Aldehyde oxidation in human placenta. Purification and properties of 1-pyrroline-5-carboxylate dehydrogenase.

The human placenta contains a considerable amount of 1-pyrroline-5-carboxylate dehydrogenase (23 +/- 6 micrograms/g; n = 12), about 25% of the concentration present in liver. The enzyme is the only form in placenta that oxidizes short- and medium-chain aldehydes, which facilitates its purification from this organ. It can be purified to homogeneity by successive chromatographies on DEAE-cellulose, 5'-AMP-Sepharose and Sephacryl S-300. From 500 g of tissue, about 2.1 units of enzyme can be obtained with a 12% yield. Placental 1-pyrroline-5-carboxylate dehydrogenase is a dimer of Mr-63,000 subunits. It exhibits a pI of 6.80-6.65, and is specific for 1-pyrroline-5-carboxylate, the cyclic form of glutamate gamma-semialdehyde (Km = 0.17 mM, kcat. = 870 min-1), although it also oxidizes short-chain aliphatic aldehydes such as propionaldehyde (Km = 24 mM, kcat. = 500 min-1).

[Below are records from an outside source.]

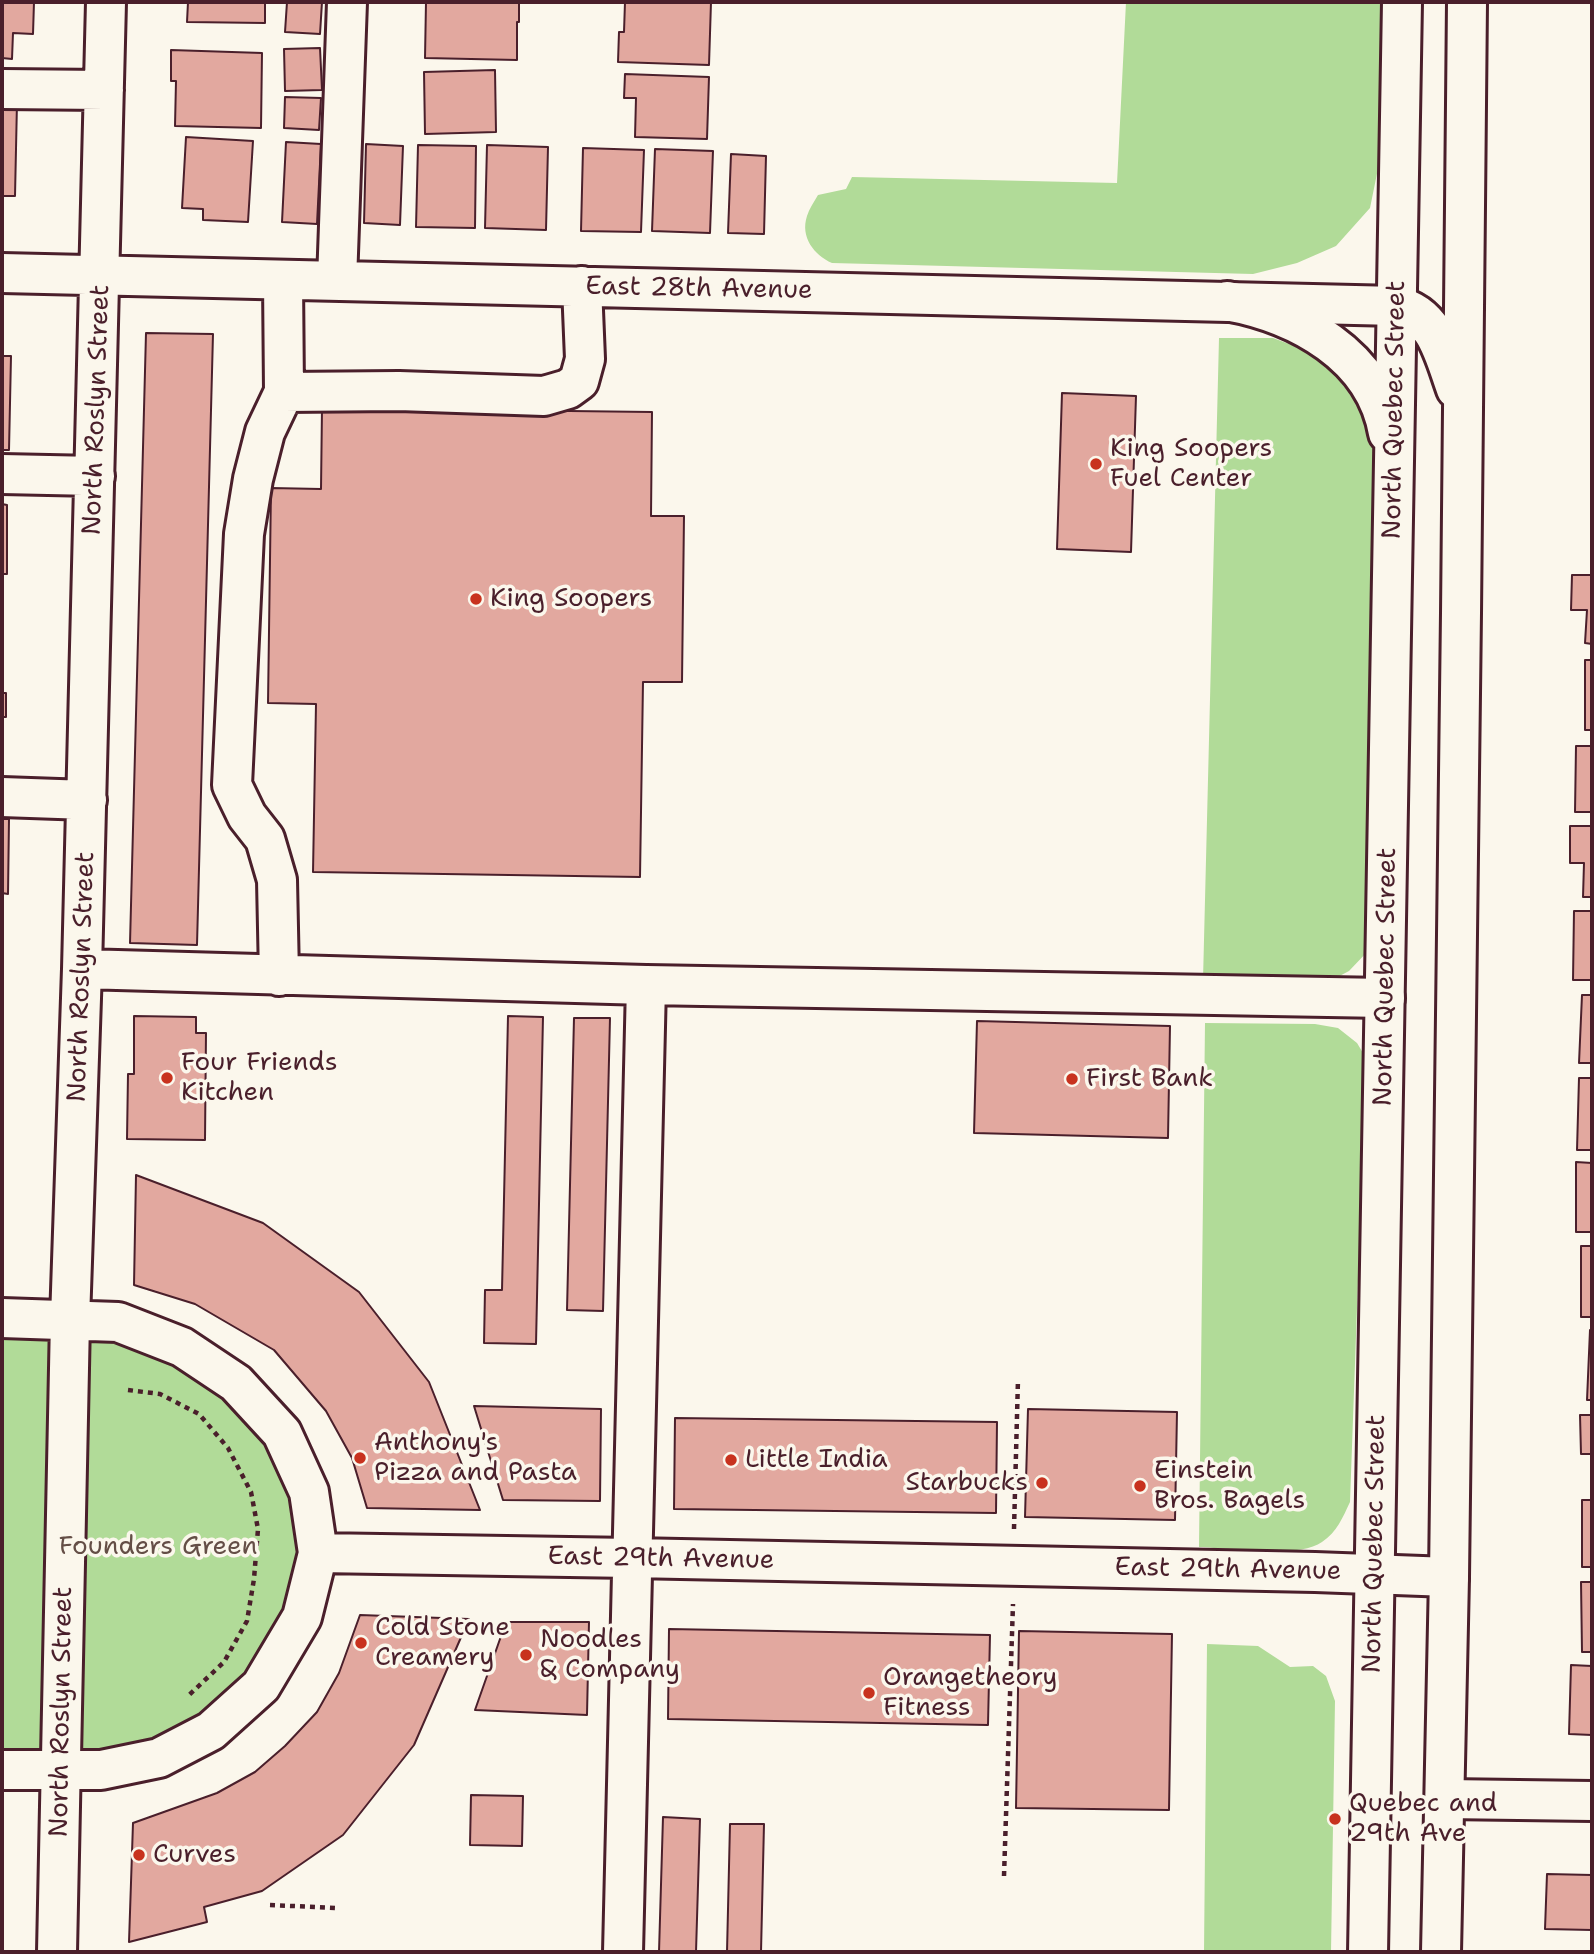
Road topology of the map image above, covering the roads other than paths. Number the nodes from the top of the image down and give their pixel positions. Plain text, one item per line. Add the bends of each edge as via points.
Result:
1 (106, 2) edge
2 (347, 2) edge
3 (1402, 2) edge
4 (1467, 2) edge
5 (2, 89) edge
6 (104, 90) junction
7 (2, 273) edge
8 (101, 276) junction
9 (283, 280) junction
10 (337, 281) junction
11 (582, 286) junction
12 (1227, 301) junction
13 (1397, 306) junction
14 (284, 392) junction
15 (1464, 407) junction
16 (2, 474) edge
17 (95, 476) junction
18 (1394, 495) junction
19 (2, 797) edge
20 (87, 800) junction
21 (82, 970) junction
22 (279, 976) junction
23 (646, 985) junction
24 (1385, 998) junction
25 (2, 1318) edge
26 (70, 1320) junction
27 (318, 1553) junction
28 (632, 1558) junction
29 (1373, 1574) junction
30 (1449, 1577) junction
31 (2, 1770) edge
32 (60, 1772) junction
33 (1445, 1799) junction
34 (1592, 1801) edge
35 (57, 1952) edge
36 (623, 1952) edge
37 (1368, 1952) edge
38 (1441, 1952) edge

1 - 6 street, North Roslyn Street
2 - 10 street
3 - 13 street, North Quebec Street
4 - 15 street
5 - 6 street
6 - 8 street, North Roslyn Street
7 - 8 street, East 28th Avenue
8 - 9 street, East 28th Avenue
8 - 17 street, North Roslyn Street
9 - 10 street, East 28th Avenue
9 - 14 street
10 - 11 street, East 28th Avenue
11 - 12 street, East 28th Avenue
11 - 14 street via 585,359 579,381 568,389 544,396
12 - 13 street, East 28th Avenue
12 - 18 street via 1290,320 1332,344 1360,372 1381,404
13 - 15 street via 1416,312 1434,332
13 - 18 street, North Quebec Street
14 - 22 street via 265,432 244,534 232,785 265,839 278,880
15 - 30 street
16 - 17 street
17 - 20 street, North Roslyn Street
18 - 24 street, North Quebec Street
19 - 20 street
20 - 21 street, North Roslyn Street
21 - 22 street
21 - 26 street, North Roslyn Street
22 - 23 street
23 - 24 street
23 - 28 street
24 - 29 street, North Quebec Street
25 - 26 street
26 - 27 street via 118,1322 182,1347 236,1383 282,1433 309,1492
26 - 32 street, North Roslyn Street
27 - 28 street, East 29th Avenue
27 - 32 street via 302,1617 261,1686 211,1731 159,1758 102,1770
28 - 29 street, East 29th Avenue
28 - 36 street
29 - 30 street, East 29th Avenue
29 - 37 street, North Quebec Street
30 - 33 street
31 - 32 street
32 - 35 street, North Roslyn Street
33 - 34 street
33 - 38 street

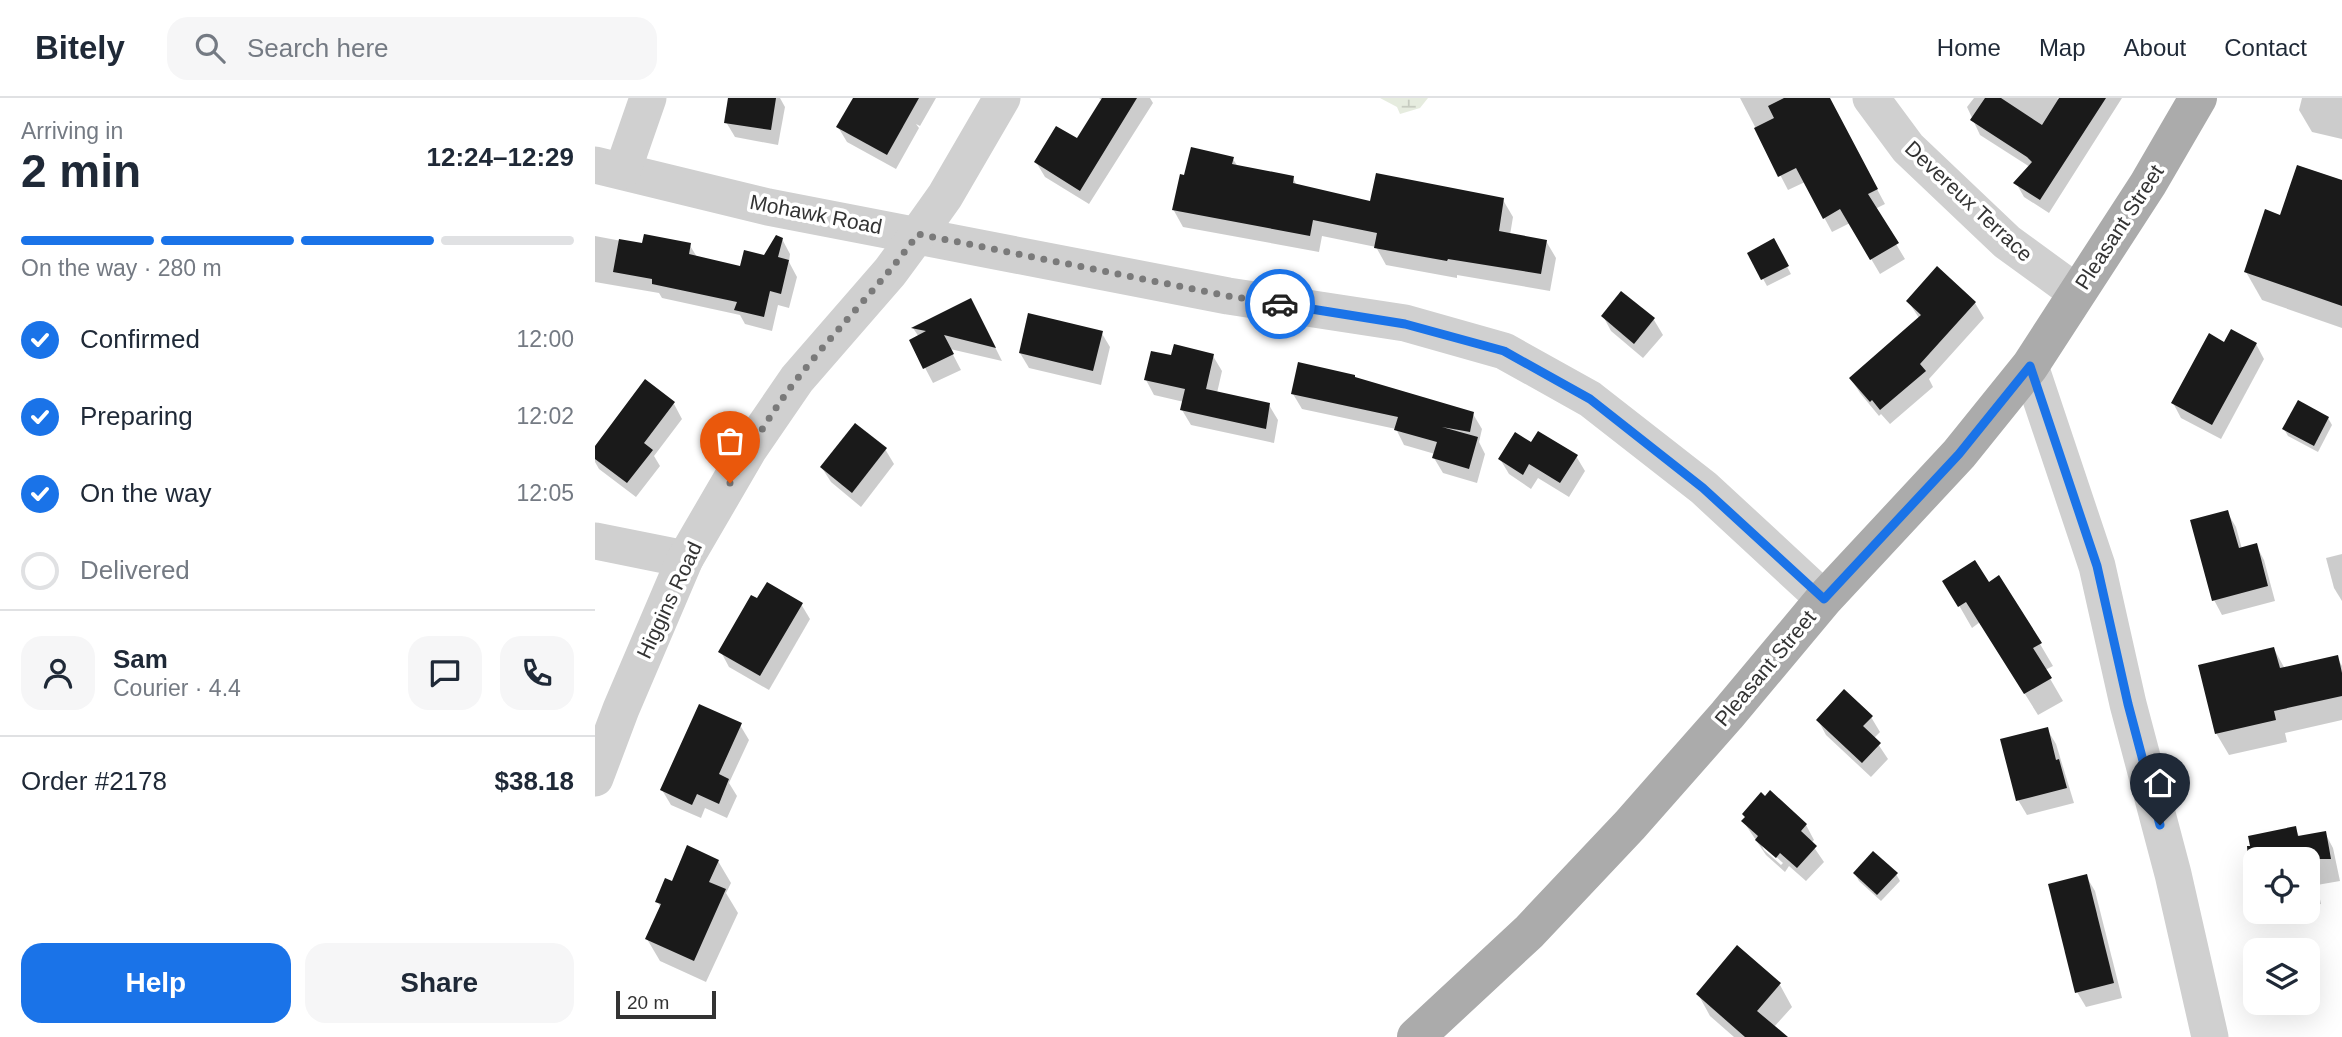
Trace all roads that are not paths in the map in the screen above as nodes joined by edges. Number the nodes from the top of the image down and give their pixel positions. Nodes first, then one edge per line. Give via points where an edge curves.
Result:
1 (649, 98) edge
2 (1002, 98) edge
3 (1871, 98) edge
4 (2198, 98) edge
5 (609, 168) edge
6 (918, 234) junction
7 (2077, 293) junction
8 (2030, 366) junction
9 (595, 541) edge
10 (685, 559) junction
11 (1824, 599) junction
12 (595, 778) edge
13 (1416, 1037) edge
14 (2210, 1037) edge

1 - 5 street
2 - 6 street, Higgins Road
3 - 7 street, Devereux Terrace via 1907,148 2007,242
4 - 7 main road, Pleasant Street
5 - 6 street, Mohawk Road via 768,207
6 - 10 street, Higgins Road via 797,379
6 - 11 street, Mohawk Road via 1228,296 1405,324 1504,351 1600,407 1703,488
7 - 8 main road, Pleasant Street
8 - 11 main road, Pleasant Street via 1959,454
8 - 14 street via 2097,566
9 - 10 street
10 - 12 street, Higgins Road
11 - 13 main road, Pleasant Street via 1630,825 1529,932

These properties are very close to those of the liver enzyme, indicating a strong similarity between the enzyme forms from both organs. The enzyme is highly sensitive to temperature, showing 50% inhibition after incubation for 0.8 min at 45 degrees C or after 23 min at 25 degrees C. It is irreversibly inhibited by disulfiram, and a molar ratio inhibitor: enzyme of 60:1 produced 50% inhibition after incubation for 10 min. A subcellular-distribution study indicates that the enzyme is located in two compartments: the mitochondria, with 60% of the total activity, and the cytosol, with 40% activity. The physiological role of the enzyme in placental amino acid metabolism is discussed.